### WORK INSTRUCTIONS
A faithful copy of every entry, with the pictures removed, is what is needed here.

### PROVIDED ENTRIES
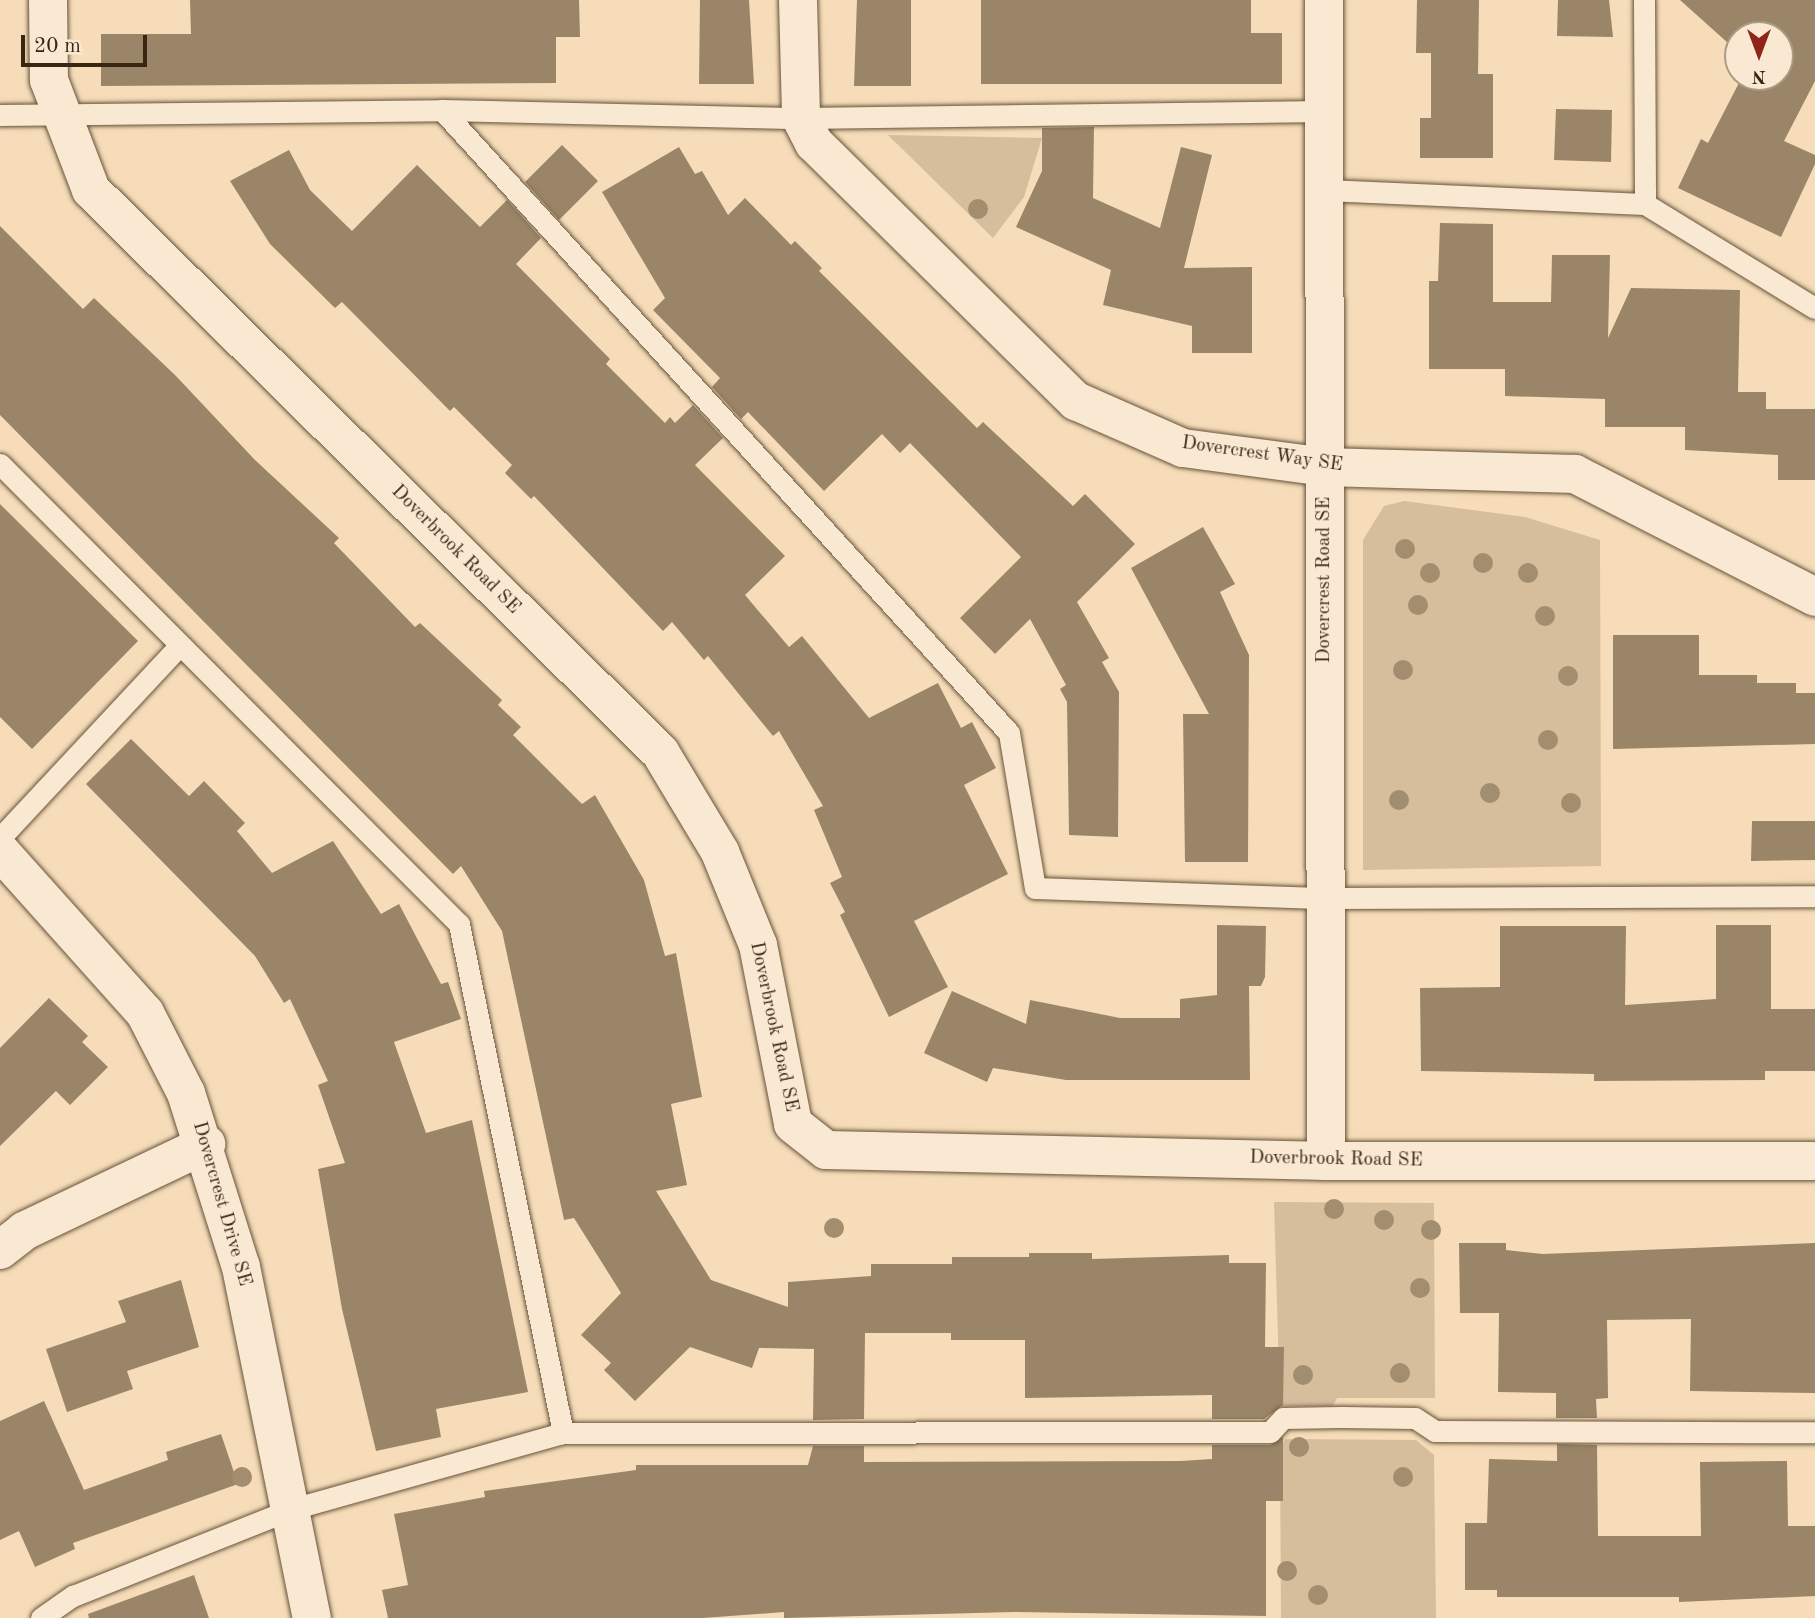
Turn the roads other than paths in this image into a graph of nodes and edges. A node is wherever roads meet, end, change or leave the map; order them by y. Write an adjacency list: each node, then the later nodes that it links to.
1 (48, 0): 7 (street, Doverbrook Road SE)
2 (798, 0): 9 (street, Dovercrest Way SE)
3 (1324, 0): 6 (street, Dovercrest Road SE)
4 (1644, 0): 11 (lane)
5 (442, 110): 7 (lane); 9 (lane); 20 (lane)
6 (1324, 111): 9 (lane); 10 (street, Dovercrest Road SE)
7 (61, 114): 8 (lane); 22 (street, Doverbrook Road SE)
8 (0, 115)
9 (801, 118): 14 (street, Dovercrest Way SE)
10 (1325, 190): 11 (lane); 14 (street, Dovercrest Road SE)
11 (1645, 204): 12 (lane)
12 (1815, 307)
13 (0, 464): 16 (lane)
14 (1325, 467): 15 (street, Dovercrest Way SE); 20 (street, Dovercrest Road SE)
15 (1815, 597)
16 (178, 647): 17 (lane); 26 (lane)
17 (0, 838)
18 (0, 851): 21 (street, Dovercrest Drive SE)
19 (1815, 896): 20 (lane)
20 (1326, 898): 22 (street, Dovercrest Road SE)
21 (206, 1144): 24 (street); 27 (street, Dovercrest Drive SE)
22 (1326, 1161): 23 (street, Doverbrook Road SE)
23 (1815, 1161)
24 (0, 1250)
25 (1815, 1432): 26 (lane)
26 (563, 1433): 27 (lane)
27 (292, 1509): 28 (lane); 29 (street, Dovercrest Drive SE)
28 (41, 1618)
29 (312, 1618)

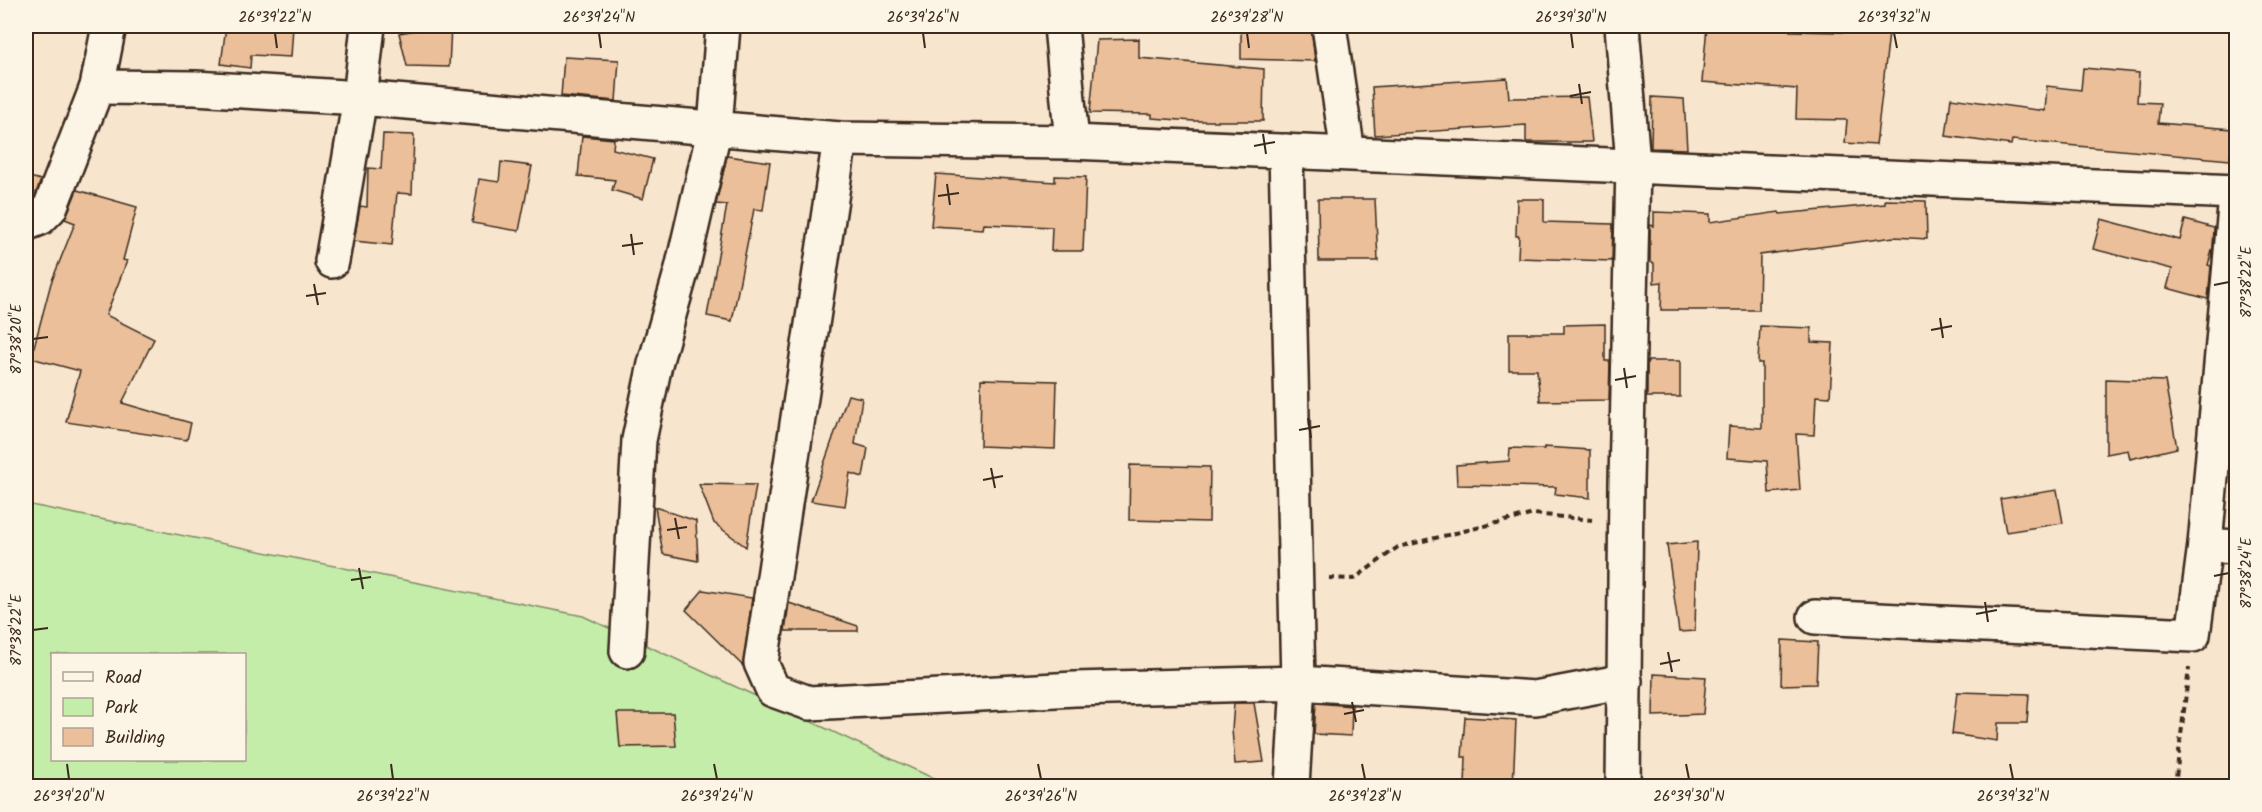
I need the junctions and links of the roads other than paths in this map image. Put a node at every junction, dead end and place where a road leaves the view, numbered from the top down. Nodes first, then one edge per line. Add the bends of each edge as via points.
1 (109, 26) edge
2 (368, 26) edge
3 (723, 26) edge
4 (1061, 26) edge
5 (1329, 26) edge
6 (1622, 26) edge
7 (97, 87) junction
8 (360, 98) junction
9 (715, 128) junction
10 (840, 139) junction
11 (1072, 142) junction
12 (1286, 151) junction
13 (1348, 153) junction
14 (1633, 164) junction
15 (2236, 194) edge
16 (26, 221) edge
17 (332, 261) dead end
18 (2221, 546) edge
19 (1815, 617) dead end
20 (627, 651) dead end
21 (1624, 681) junction
22 (1298, 683) junction
23 (1292, 786) edge
24 (1623, 786) edge

1 - 7 street
2 - 8 street
3 - 9 street
4 - 11 street
5 - 13 street
6 - 14 street
7 - 8 street via 195,88
7 - 16 street via 50,208 40,218
8 - 9 street
8 - 17 street
9 - 10 street
9 - 20 street via 639,440
10 - 11 street
10 - 22 street via 761,663 773,690 809,704 1075,689
11 - 12 street
12 - 13 street
12 - 22 street
13 - 14 street
14 - 15 street
14 - 21 street
15 - 18 street
18 - 19 street via 2193,635
21 - 22 street via 1535,698
21 - 24 street
22 - 23 street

### WRITTEN REPLY
Turn the roads other than paths in this image into a graph of nodes and edges. A node is wherever roads meet, end, change or leave the map; order them by y. Write an adjacency list: each node, then the later nodes that it links to.
1 (48, 0): 7 (street, Doverbrook Road SE)
2 (798, 0): 9 (street, Dovercrest Way SE)
3 (1324, 0): 6 (street, Dovercrest Road SE)
4 (1644, 0): 11 (lane)
5 (442, 110): 7 (lane); 9 (lane); 20 (lane)
6 (1324, 111): 9 (lane); 10 (street, Dovercrest Road SE)
7 (61, 114): 8 (lane); 22 (street, Doverbrook Road SE)
8 (0, 115)
9 (801, 118): 14 (street, Dovercrest Way SE)
10 (1325, 190): 11 (lane); 14 (street, Dovercrest Road SE)
11 (1645, 204): 12 (lane)
12 (1815, 307)
13 (0, 464): 16 (lane)
14 (1325, 467): 15 (street, Dovercrest Way SE); 20 (street, Dovercrest Road SE)
15 (1815, 597)
16 (178, 647): 17 (lane); 26 (lane)
17 (0, 838)
18 (0, 851): 21 (street, Dovercrest Drive SE)
19 (1815, 896): 20 (lane)
20 (1326, 898): 22 (street, Dovercrest Road SE)
21 (206, 1144): 24 (street); 27 (street, Dovercrest Drive SE)
22 (1326, 1161): 23 (street, Doverbrook Road SE)
23 (1815, 1161)
24 (0, 1250)
25 (1815, 1432): 26 (lane)
26 (563, 1433): 27 (lane)
27 (292, 1509): 28 (lane); 29 (street, Dovercrest Drive SE)
28 (41, 1618)
29 (312, 1618)

I need the junctions and links of the roads other than paths in this map image. Put a node at every junction, dead end and place where a road leaves the view, numbered from the top down. Nodes first, then one edge per line. Add the bends of each edge as via points.
1 (109, 26) edge
2 (368, 26) edge
3 (723, 26) edge
4 (1061, 26) edge
5 (1329, 26) edge
6 (1622, 26) edge
7 (97, 87) junction
8 (360, 98) junction
9 (715, 128) junction
10 (840, 139) junction
11 (1072, 142) junction
12 (1286, 151) junction
13 (1348, 153) junction
14 (1633, 164) junction
15 (2236, 194) edge
16 (26, 221) edge
17 (332, 261) dead end
18 (2221, 546) edge
19 (1815, 617) dead end
20 (627, 651) dead end
21 (1624, 681) junction
22 (1298, 683) junction
23 (1292, 786) edge
24 (1623, 786) edge

1 - 7 street
2 - 8 street
3 - 9 street
4 - 11 street
5 - 13 street
6 - 14 street
7 - 8 street via 195,88
7 - 16 street via 50,208 40,218
8 - 9 street
8 - 17 street
9 - 10 street
9 - 20 street via 639,440
10 - 11 street
10 - 22 street via 761,663 773,690 809,704 1075,689
11 - 12 street
12 - 13 street
12 - 22 street
13 - 14 street
14 - 15 street
14 - 21 street
15 - 18 street
18 - 19 street via 2193,635
21 - 22 street via 1535,698
21 - 24 street
22 - 23 street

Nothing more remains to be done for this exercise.